While trains no longer run in and out of the old Shell Plant at 163 Cramer Pike, the giant manufacturing warehouse is still a hub of manufacturing activity.
And that activity is vital to Pennsylvania’s growing Marcellus shale industry, Sen. Pat Toomey, R-Pa., said after touring the facility now home to Environmental Tank Corp.
Environmental Tank, an outgrowth of contract fabricator JWF Industries, currently occupies the 800,000-square-foot facility. The company manufactures massive steel frac and flowback tanks used in the Marcellus Shale and other drilling and waste-water industries, President and CEO Bill Polacek said.
But most importantly, the company employs 450 workers and is a strong example of the need for increased manufacturing jobs in the state, Toomey said.
“These folks are asking for the opportunity to grow, as long as the federal government gets out of the way,” Toomey said.
The tanks manufactured by ETC are only one aspect of the growing shale gas industry in Pennsylvania, he said. But federal limitations imposed by the Environmental Protection Agency on Pennsylvania’s already “strict” drilling regulations could inhibit the industry’s growth, Toomey said.

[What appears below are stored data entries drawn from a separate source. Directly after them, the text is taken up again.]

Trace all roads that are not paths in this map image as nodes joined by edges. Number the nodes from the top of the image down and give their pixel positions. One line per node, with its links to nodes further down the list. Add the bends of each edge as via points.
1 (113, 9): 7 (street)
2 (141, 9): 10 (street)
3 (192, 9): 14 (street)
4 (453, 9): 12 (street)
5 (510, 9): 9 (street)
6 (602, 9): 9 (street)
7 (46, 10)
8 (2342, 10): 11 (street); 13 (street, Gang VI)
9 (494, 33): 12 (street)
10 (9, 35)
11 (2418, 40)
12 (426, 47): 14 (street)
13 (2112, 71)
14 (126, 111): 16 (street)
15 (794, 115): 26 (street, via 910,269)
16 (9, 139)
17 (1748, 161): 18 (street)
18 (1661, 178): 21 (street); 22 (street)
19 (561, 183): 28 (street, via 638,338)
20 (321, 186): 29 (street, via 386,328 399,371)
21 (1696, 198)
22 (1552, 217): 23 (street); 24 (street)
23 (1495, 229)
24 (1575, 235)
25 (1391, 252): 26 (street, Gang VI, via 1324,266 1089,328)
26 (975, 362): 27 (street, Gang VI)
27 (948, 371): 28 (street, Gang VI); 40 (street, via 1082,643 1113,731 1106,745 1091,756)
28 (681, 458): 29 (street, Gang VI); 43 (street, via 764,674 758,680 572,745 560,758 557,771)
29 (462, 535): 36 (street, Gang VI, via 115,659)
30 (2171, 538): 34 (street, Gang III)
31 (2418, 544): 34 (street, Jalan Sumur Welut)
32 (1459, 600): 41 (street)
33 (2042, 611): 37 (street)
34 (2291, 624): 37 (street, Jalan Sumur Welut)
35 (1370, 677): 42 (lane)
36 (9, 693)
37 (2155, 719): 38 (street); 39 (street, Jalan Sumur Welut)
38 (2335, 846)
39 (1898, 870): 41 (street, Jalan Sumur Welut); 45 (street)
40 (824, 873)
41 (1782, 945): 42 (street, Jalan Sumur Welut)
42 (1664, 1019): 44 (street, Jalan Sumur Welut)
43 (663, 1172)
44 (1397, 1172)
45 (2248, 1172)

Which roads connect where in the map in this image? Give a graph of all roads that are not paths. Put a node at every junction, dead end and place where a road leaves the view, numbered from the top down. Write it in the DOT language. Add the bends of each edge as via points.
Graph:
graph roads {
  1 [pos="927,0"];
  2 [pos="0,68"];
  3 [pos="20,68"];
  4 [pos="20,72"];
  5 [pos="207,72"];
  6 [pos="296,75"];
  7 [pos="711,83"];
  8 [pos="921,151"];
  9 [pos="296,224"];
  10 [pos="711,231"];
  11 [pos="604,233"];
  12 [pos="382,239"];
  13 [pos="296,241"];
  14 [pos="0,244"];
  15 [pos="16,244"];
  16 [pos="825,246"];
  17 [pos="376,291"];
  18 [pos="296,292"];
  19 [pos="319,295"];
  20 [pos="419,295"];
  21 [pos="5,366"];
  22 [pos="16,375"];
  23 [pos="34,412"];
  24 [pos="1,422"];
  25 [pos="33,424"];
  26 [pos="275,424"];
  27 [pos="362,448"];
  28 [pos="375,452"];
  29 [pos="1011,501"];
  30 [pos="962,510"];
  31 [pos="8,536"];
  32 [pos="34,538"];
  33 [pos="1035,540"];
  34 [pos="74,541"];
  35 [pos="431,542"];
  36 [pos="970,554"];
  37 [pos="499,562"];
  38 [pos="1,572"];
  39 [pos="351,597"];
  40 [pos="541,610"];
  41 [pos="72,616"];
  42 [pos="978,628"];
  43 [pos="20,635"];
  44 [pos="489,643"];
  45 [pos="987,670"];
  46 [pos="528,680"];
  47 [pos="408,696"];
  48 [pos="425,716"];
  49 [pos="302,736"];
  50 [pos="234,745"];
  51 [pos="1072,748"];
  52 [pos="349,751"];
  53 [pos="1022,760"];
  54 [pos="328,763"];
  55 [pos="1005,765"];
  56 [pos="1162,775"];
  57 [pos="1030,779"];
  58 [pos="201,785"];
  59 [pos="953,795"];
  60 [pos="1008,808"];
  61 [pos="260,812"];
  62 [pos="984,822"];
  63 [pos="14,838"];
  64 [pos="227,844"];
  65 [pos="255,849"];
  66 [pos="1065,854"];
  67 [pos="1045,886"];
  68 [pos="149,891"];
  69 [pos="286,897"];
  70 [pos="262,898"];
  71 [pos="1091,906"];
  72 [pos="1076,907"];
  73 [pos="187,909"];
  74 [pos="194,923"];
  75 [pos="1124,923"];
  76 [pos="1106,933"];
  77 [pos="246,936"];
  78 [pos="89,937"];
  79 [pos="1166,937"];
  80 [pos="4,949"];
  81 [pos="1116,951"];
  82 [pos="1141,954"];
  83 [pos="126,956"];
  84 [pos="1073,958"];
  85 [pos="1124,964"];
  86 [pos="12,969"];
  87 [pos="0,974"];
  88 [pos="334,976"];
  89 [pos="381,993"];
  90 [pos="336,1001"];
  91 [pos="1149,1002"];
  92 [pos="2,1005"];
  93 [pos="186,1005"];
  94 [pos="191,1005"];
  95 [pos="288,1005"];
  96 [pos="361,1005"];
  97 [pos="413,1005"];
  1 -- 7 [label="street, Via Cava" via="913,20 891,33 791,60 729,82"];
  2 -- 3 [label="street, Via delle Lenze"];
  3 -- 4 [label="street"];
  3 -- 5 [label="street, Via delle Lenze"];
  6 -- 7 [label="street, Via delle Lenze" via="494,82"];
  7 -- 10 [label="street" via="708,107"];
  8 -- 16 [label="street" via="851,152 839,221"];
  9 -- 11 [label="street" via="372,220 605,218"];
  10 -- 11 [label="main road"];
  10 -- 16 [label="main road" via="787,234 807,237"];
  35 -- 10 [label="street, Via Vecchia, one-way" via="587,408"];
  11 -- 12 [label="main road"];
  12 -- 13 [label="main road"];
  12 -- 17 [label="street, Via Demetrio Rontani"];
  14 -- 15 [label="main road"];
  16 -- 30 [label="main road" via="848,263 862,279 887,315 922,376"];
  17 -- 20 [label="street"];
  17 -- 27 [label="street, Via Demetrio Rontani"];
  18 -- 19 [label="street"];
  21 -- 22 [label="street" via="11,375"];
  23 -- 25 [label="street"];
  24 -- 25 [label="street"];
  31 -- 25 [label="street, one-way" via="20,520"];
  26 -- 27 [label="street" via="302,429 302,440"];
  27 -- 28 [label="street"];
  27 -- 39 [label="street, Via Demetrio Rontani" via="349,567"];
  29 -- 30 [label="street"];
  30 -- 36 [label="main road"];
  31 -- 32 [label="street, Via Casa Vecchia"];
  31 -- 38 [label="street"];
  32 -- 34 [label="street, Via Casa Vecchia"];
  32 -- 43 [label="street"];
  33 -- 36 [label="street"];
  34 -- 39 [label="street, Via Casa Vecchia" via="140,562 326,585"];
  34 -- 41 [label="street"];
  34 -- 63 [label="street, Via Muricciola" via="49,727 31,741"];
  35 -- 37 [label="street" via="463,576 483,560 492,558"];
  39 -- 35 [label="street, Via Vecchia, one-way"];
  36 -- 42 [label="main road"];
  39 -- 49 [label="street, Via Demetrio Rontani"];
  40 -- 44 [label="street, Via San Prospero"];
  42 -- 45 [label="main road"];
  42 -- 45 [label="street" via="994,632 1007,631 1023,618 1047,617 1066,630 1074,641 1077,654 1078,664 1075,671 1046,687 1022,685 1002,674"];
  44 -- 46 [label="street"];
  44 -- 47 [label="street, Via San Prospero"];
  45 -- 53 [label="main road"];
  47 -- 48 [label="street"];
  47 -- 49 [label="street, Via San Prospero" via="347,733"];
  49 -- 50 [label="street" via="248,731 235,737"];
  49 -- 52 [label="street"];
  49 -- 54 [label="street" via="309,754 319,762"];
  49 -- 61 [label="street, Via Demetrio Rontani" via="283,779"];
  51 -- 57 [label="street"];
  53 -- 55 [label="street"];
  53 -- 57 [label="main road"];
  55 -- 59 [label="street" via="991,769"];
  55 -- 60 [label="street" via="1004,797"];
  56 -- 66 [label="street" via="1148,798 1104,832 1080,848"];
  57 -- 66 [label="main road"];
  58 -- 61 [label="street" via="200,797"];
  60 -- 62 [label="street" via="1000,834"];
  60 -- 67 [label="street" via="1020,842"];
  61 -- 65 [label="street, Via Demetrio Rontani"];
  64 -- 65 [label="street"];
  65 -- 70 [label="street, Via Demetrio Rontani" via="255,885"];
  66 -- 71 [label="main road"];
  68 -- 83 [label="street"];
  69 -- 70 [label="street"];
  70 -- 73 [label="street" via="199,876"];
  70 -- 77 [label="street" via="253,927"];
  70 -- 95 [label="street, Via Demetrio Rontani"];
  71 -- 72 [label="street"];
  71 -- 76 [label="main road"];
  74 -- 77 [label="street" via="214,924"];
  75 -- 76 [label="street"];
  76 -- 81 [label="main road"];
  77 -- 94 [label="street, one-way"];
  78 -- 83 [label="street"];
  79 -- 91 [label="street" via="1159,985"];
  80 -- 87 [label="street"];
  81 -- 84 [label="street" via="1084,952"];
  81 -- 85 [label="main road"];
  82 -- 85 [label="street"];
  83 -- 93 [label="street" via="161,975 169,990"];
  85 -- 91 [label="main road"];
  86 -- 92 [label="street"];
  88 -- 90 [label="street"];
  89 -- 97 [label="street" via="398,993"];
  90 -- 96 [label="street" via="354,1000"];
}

Drillers are already taking steps to improve the safety of their processes and ensure the long-term success of natural gas drilling in Pennsylvania, Toomey said. And the industry’s demand has increased, enabling companies such as ETC to expand their operations and provide jobs for Pennsylvanians.
“Let’s not get in the way and stop a good thing,” he added.
There are many long-term opportunities associated with the Marcellus shale industry, Polacek said. The government needs to adopt an environmentally sound policy towards drilling that does not inhibit job growth – something he hope Toomey will continue to advocate for, Polacek said.
Cambria County Commissioner Mark Wissinger praised the company for utilizing the existing manufacturing space already at 163 Cramer Pike.
“Re-using these plants … as far as a place to operate, it can’t be much better,” Wissinger said.
President Commissioner Douglas Lengenfelder echoed Wissinger’s words, dubbing Cambria County as “Energy County.”
The Marcellus shale industry and the manufacturing growth behind it – along with Cambria County’s investments in wind, coal and other sources of power – will help move the county forward, Lengenfelder said.
“We want to be involved from beginning to end,” he added.
Toomey visited the plant to witness its production capabilities just months after Gov. Tom Corbett’s December tour of the facility, thanked the 450 employees for their hard work.
Efforts such as the Johnstown facility are needed for a “stronger, healthier economy” in Pennsylvania, Toomey said.